__PROBLEM STATEMENT__
Count the lines below containing "Ingleside". Number only.
----
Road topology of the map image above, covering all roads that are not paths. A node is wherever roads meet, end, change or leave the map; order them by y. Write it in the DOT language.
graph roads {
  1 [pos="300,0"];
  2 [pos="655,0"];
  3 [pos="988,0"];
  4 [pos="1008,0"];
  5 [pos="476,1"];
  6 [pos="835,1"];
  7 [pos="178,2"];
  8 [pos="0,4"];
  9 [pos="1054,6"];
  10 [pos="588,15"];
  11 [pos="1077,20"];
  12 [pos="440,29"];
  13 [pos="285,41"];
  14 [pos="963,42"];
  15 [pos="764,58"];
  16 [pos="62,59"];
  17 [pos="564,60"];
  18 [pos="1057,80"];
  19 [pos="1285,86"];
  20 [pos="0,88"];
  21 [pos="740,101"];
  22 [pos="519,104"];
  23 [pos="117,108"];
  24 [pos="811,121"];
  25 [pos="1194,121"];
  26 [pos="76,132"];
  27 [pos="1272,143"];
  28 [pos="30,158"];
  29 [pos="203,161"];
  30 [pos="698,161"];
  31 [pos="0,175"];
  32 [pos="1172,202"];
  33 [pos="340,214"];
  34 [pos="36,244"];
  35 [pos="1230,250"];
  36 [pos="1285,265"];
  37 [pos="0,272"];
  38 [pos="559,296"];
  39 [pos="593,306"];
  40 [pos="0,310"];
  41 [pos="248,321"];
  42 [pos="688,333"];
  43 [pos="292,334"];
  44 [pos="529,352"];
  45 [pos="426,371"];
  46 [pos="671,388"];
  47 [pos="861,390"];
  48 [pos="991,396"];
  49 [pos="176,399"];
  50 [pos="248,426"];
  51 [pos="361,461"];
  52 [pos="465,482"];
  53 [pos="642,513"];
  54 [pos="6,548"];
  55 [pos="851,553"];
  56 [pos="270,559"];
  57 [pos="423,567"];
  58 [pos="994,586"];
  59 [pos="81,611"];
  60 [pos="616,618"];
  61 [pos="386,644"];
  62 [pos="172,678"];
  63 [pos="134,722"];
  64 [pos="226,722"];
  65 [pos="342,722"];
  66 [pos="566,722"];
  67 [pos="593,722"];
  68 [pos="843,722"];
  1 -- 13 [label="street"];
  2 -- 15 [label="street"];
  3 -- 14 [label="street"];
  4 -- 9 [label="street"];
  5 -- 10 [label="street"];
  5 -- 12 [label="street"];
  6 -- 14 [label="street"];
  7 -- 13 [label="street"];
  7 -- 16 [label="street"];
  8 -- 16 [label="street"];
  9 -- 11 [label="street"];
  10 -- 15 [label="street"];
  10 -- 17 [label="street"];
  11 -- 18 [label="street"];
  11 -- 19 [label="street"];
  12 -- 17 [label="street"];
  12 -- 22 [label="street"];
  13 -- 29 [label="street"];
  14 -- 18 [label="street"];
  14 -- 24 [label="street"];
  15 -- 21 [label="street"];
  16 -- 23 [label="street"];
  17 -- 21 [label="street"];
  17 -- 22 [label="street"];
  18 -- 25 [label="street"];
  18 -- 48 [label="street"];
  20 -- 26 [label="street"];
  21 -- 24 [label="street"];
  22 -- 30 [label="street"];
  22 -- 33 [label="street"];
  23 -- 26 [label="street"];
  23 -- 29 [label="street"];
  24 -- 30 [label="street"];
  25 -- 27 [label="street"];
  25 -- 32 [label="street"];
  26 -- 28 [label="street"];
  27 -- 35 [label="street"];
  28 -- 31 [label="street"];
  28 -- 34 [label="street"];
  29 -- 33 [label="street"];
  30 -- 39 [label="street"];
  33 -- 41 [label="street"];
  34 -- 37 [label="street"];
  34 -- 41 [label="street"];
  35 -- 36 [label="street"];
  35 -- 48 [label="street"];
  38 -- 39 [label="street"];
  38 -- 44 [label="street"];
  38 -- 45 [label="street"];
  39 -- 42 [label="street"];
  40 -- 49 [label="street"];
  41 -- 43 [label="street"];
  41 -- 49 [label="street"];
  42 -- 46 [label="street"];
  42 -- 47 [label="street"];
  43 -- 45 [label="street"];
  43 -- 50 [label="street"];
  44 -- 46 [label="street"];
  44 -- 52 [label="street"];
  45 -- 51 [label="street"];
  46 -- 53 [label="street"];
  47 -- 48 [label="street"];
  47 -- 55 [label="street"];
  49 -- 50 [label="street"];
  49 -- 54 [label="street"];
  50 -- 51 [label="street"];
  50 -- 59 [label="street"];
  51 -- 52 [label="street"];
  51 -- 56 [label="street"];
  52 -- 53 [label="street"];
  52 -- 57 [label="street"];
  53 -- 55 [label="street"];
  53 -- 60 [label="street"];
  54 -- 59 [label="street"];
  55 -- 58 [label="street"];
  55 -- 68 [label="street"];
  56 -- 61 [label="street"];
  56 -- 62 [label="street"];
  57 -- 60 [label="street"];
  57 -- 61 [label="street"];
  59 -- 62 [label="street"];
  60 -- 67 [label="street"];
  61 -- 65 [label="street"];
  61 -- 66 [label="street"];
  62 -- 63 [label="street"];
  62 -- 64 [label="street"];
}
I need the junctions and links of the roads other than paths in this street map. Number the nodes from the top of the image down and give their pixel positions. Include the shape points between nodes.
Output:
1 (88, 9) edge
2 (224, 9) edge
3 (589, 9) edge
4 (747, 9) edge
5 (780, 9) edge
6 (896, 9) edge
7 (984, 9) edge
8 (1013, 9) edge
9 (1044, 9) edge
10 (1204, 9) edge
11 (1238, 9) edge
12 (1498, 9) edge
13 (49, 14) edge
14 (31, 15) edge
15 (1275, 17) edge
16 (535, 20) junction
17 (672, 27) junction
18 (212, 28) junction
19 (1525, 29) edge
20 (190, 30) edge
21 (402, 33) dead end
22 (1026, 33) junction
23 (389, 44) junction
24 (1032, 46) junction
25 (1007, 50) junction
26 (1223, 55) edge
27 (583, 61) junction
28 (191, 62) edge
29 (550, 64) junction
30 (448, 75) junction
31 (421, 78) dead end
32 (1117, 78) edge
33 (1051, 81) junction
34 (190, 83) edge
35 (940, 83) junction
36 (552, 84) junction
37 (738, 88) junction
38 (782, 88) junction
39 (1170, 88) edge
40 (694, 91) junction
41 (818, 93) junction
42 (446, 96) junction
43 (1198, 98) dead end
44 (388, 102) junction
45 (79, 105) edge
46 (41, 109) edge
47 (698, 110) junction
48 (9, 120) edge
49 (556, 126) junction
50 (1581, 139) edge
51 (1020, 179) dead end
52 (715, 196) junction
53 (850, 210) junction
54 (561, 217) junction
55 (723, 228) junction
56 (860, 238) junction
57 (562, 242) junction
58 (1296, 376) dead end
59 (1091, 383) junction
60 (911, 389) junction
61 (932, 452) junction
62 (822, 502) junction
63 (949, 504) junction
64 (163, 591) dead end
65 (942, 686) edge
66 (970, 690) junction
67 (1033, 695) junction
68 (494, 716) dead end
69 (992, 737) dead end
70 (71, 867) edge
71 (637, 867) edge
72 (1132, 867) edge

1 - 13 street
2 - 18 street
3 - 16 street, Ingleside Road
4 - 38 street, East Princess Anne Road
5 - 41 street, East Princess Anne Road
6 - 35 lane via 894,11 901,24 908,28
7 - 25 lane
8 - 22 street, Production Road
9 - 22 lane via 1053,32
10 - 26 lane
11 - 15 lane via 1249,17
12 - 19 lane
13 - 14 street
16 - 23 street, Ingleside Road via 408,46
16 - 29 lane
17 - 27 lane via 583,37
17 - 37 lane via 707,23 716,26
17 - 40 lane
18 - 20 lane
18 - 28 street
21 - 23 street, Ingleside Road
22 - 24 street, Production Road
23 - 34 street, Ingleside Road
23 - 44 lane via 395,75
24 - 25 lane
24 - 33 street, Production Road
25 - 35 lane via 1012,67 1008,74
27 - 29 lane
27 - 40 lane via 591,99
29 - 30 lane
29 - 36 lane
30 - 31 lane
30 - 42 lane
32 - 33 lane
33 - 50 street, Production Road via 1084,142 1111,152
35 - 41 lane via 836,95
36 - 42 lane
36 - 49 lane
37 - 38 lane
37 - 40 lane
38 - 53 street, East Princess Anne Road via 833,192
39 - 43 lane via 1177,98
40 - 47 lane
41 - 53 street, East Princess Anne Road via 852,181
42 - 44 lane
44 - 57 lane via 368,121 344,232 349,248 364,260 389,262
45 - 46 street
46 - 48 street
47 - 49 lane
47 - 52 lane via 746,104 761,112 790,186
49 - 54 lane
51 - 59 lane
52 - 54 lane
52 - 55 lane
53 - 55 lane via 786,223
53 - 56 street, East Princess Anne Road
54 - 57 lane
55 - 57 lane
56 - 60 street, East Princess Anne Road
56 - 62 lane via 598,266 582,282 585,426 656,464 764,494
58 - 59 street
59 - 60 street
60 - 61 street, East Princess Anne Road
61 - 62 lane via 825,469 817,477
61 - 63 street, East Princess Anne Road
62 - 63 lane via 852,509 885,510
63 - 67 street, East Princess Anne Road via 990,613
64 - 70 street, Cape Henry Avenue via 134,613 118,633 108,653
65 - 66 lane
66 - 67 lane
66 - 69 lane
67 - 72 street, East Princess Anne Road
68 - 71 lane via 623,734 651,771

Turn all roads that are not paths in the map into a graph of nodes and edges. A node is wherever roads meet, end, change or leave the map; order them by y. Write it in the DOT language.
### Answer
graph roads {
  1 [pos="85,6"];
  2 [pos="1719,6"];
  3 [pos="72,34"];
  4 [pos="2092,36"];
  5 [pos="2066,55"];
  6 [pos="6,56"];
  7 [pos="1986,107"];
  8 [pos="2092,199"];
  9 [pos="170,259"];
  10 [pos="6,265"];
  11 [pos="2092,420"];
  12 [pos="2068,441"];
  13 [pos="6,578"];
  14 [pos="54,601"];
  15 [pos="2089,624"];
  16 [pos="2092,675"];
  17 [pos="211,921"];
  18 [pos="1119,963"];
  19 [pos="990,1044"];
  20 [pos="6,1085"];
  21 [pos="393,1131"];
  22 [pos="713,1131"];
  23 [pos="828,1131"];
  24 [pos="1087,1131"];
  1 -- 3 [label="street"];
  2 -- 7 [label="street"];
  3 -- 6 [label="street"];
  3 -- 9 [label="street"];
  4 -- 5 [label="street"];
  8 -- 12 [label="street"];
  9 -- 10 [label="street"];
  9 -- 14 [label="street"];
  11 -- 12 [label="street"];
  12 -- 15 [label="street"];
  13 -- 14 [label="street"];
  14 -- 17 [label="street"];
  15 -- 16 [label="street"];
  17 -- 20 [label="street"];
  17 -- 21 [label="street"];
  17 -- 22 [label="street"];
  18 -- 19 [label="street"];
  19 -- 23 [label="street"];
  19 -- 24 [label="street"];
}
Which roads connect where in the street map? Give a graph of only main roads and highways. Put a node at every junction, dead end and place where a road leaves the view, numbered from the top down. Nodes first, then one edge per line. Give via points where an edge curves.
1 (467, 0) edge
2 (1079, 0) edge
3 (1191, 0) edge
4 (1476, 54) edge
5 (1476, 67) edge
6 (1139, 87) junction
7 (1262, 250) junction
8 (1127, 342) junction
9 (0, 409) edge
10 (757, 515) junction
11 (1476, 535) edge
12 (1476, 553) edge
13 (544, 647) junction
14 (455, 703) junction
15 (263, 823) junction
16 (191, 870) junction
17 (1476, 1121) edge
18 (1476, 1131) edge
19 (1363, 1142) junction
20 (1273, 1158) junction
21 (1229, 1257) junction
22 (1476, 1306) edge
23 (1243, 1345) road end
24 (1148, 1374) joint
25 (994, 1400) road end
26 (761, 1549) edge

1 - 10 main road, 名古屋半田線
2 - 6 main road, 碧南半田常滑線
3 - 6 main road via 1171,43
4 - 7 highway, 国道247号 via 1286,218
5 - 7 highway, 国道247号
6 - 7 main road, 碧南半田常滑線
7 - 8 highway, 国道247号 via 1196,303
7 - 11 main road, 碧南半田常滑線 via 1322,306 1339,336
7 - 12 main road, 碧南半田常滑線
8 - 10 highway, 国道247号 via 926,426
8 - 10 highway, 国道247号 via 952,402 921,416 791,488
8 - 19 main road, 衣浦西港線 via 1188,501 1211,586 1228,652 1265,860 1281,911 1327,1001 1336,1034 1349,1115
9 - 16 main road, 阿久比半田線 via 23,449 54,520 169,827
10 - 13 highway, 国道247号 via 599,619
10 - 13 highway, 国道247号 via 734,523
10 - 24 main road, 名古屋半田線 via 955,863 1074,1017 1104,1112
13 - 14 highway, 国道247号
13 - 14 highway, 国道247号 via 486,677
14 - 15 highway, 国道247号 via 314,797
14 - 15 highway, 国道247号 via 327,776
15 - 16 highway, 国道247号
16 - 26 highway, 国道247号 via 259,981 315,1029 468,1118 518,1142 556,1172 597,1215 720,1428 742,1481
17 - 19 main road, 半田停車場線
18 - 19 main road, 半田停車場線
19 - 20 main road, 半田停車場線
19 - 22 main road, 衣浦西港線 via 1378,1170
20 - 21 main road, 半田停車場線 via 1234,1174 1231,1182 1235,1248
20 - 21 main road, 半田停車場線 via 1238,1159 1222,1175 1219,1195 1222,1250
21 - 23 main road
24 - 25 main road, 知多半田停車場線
----
__RESULT OF THE TASK__
4